TASK DESCRIPTION:
When the line with "middle mcp: (404, 113)" appears below, start repeating lines exactly, and keep going through the line with "thumb cmc: (565, 223)"; add nothing outside that span.

----- DATA RECORDS -----

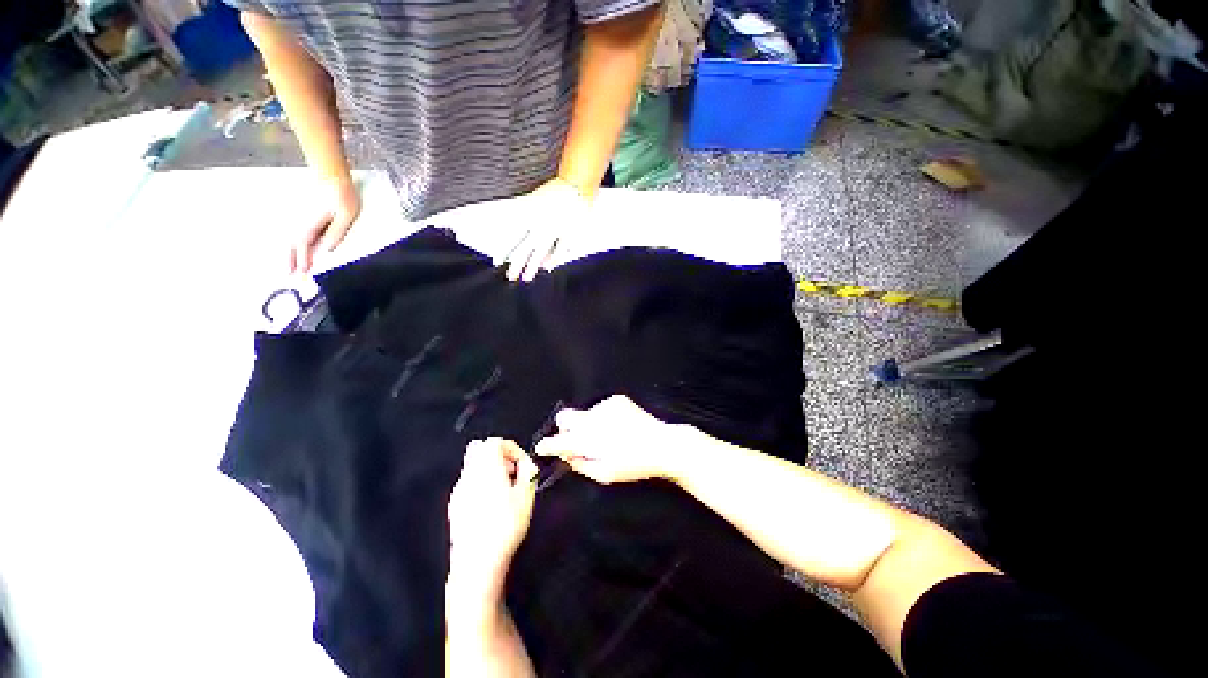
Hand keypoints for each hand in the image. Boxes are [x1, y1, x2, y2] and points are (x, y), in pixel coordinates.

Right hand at [291, 175, 360, 273]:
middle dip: (290, 261)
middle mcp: (300, 221)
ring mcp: (298, 218)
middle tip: (289, 278)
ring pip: (289, 240)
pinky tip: (289, 254)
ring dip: (287, 255)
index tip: (302, 274)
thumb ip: (336, 233)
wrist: (331, 177)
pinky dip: (289, 246)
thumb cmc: (342, 197)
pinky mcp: (300, 216)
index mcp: (311, 222)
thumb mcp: (346, 216)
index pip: (304, 245)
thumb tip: (326, 250)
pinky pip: (291, 234)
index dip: (302, 260)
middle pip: (292, 244)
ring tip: (286, 270)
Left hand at [447, 438, 538, 606]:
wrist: (477, 560)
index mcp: (487, 467)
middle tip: (510, 471)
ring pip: (472, 465)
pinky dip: (479, 482)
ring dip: (488, 468)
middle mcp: (470, 474)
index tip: (521, 465)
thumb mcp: (527, 495)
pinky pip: (468, 482)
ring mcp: (459, 489)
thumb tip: (527, 463)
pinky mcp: (454, 505)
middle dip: (497, 454)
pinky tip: (490, 503)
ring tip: (503, 488)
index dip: (512, 448)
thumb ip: (529, 471)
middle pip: (478, 448)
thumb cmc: (506, 525)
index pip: (495, 441)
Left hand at [497, 177, 590, 282]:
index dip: (505, 250)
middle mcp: (540, 225)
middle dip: (517, 264)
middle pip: (526, 248)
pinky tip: (547, 268)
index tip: (497, 262)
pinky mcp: (568, 233)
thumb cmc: (554, 192)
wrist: (576, 185)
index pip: (513, 236)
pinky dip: (554, 259)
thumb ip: (525, 213)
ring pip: (541, 252)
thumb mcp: (533, 199)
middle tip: (510, 277)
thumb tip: (515, 228)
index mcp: (529, 215)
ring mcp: (554, 231)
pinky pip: (559, 250)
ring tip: (526, 278)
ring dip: (532, 266)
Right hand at [534, 395, 692, 484]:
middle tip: (576, 441)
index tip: (542, 447)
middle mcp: (594, 418)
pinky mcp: (617, 400)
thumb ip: (581, 464)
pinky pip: (600, 408)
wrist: (662, 444)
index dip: (549, 445)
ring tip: (608, 436)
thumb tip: (567, 455)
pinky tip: (618, 427)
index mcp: (591, 440)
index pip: (561, 441)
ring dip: (588, 425)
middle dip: (565, 429)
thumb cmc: (634, 464)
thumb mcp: (605, 474)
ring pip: (584, 413)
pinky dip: (602, 418)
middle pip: (565, 416)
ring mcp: (606, 406)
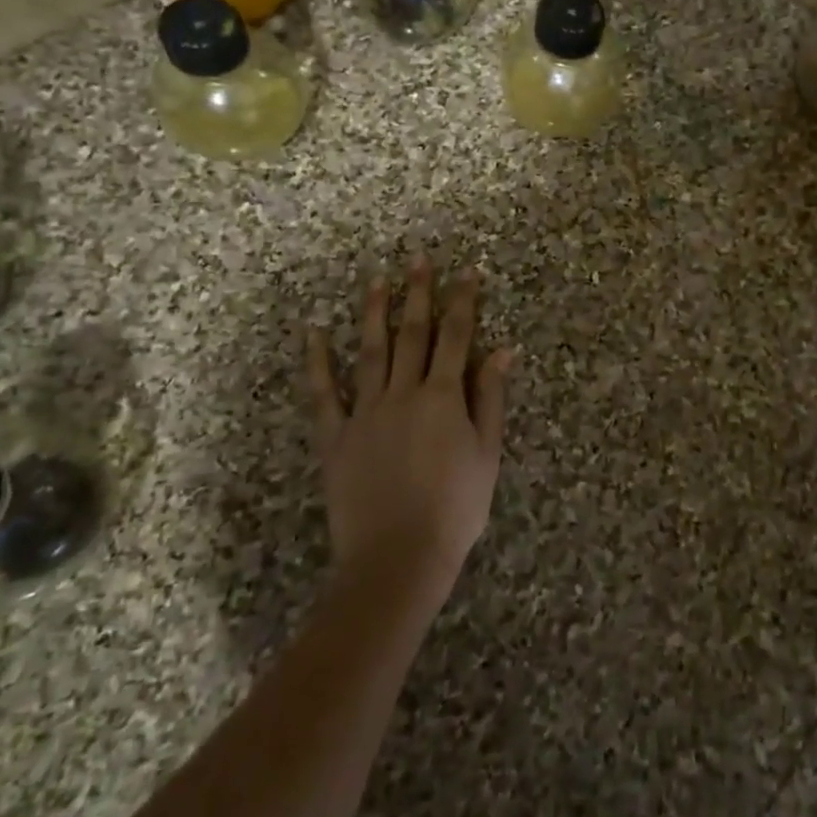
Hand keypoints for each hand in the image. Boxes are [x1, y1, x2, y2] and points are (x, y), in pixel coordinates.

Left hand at [305, 258, 512, 600]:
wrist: (398, 558)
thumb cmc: (455, 508)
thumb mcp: (487, 453)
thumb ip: (491, 397)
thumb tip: (503, 348)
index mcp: (444, 397)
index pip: (457, 337)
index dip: (463, 301)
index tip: (466, 271)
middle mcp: (404, 393)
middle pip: (413, 334)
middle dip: (418, 293)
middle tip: (417, 258)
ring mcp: (365, 413)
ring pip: (370, 351)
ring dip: (373, 313)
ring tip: (376, 279)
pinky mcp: (336, 438)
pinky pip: (323, 393)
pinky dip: (317, 361)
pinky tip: (313, 332)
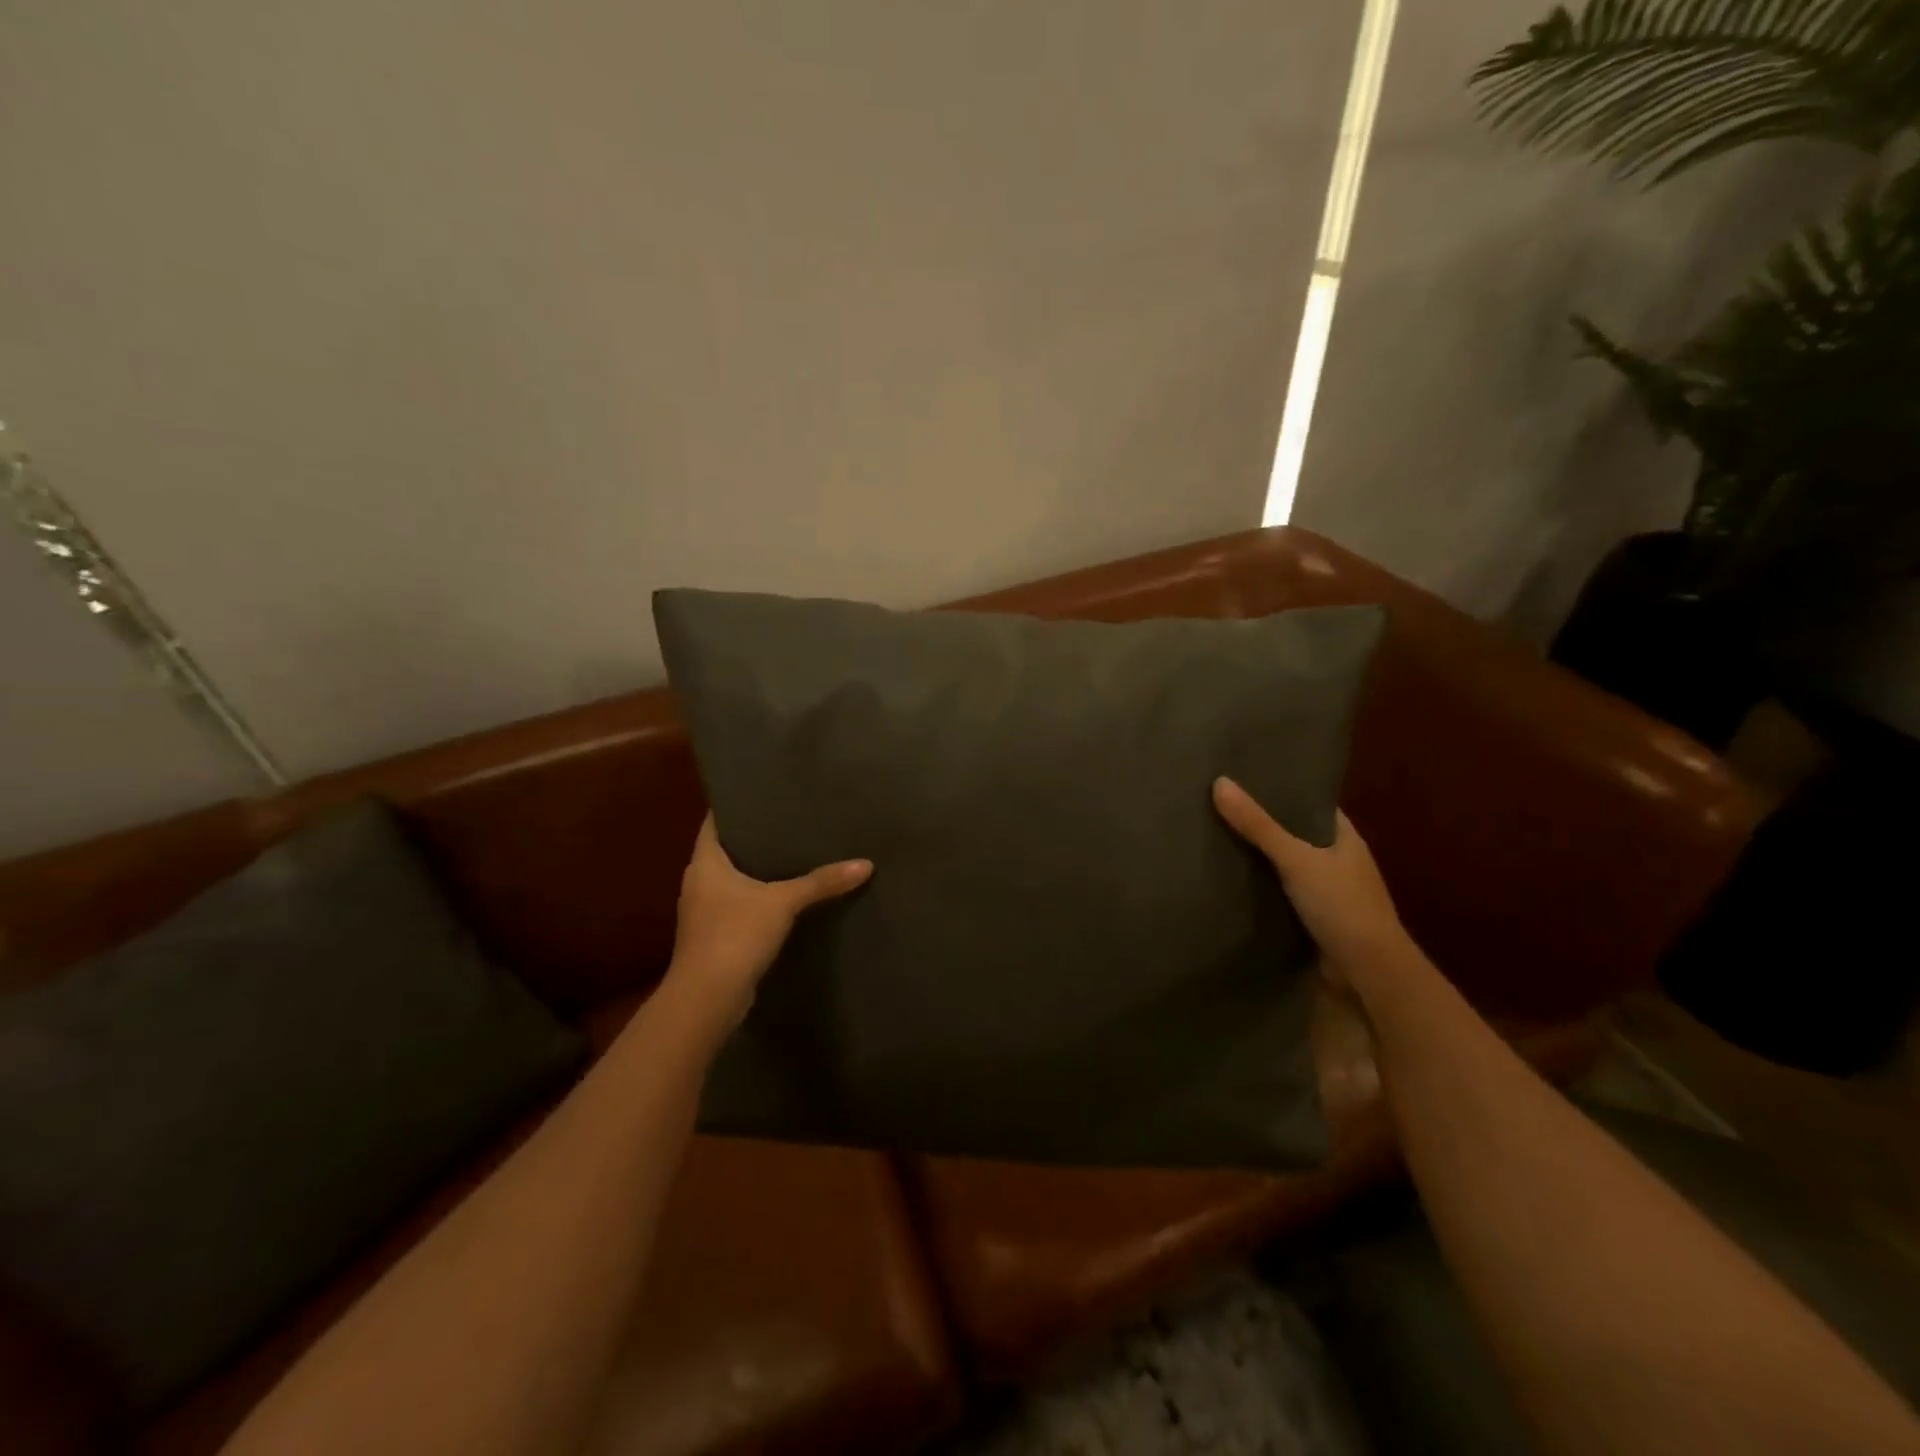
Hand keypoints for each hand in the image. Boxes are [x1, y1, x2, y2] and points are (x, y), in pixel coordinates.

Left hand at [665, 815, 871, 1024]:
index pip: (714, 822)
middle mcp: (699, 883)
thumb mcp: (783, 902)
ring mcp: (705, 912)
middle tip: (790, 819)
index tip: (762, 792)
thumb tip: (866, 864)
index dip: (735, 805)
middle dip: (755, 837)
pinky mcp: (716, 938)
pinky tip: (787, 897)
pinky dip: (760, 899)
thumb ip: (821, 882)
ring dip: (758, 870)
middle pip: (727, 850)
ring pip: (733, 880)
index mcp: (704, 863)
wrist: (707, 999)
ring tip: (794, 853)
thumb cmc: (735, 935)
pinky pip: (740, 906)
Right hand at [1212, 776, 1408, 987]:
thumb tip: (1219, 783)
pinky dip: (1262, 884)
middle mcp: (1339, 859)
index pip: (1311, 802)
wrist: (1369, 971)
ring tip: (1217, 835)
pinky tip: (1233, 878)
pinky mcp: (1316, 916)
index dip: (1283, 789)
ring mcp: (1329, 889)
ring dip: (1261, 855)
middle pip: (1296, 832)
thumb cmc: (1341, 905)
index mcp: (1345, 837)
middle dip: (1264, 821)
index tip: (1246, 778)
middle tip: (1221, 805)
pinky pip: (1283, 891)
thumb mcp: (1296, 859)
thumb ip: (1258, 825)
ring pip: (1288, 863)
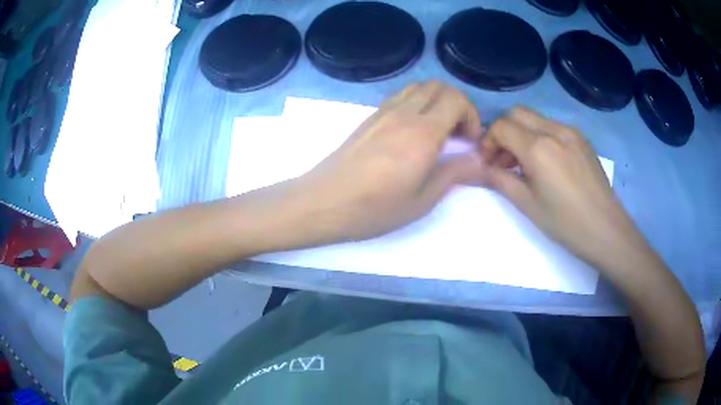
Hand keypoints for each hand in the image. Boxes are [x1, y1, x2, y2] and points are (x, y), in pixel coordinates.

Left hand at [291, 81, 483, 243]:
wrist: (323, 202)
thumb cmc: (374, 208)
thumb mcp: (422, 200)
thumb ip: (454, 173)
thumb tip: (478, 160)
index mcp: (422, 132)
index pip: (456, 99)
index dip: (471, 116)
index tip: (470, 141)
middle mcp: (404, 113)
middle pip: (439, 86)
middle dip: (457, 104)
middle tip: (458, 134)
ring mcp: (383, 112)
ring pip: (418, 87)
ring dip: (436, 101)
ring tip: (438, 130)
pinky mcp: (369, 118)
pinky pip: (401, 96)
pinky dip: (417, 103)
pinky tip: (413, 131)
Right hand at [479, 107, 645, 267]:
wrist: (606, 230)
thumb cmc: (565, 223)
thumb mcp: (527, 205)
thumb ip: (499, 179)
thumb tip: (478, 167)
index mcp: (538, 147)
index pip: (501, 126)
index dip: (488, 141)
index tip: (489, 163)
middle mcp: (554, 130)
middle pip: (517, 113)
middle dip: (503, 132)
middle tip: (504, 160)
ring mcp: (571, 132)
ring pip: (535, 118)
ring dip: (522, 133)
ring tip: (525, 164)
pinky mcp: (582, 139)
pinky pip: (553, 127)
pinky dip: (540, 137)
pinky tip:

-----

RESPONSE TO THIS EXERCISE:
middle mcp: (404, 113)
middle pip: (439, 86)
middle dip: (457, 104)
middle tip: (458, 134)
ring mcp: (383, 112)
ring pip: (418, 87)
ring dip: (436, 101)
ring tip: (438, 130)
pinky mcp: (369, 118)
pinky pip: (401, 96)
pinky dip: (417, 103)
pinky tip: (413, 131)
Right hand at [479, 107, 645, 267]:
wrist: (606, 230)
thumb cmc: (565, 223)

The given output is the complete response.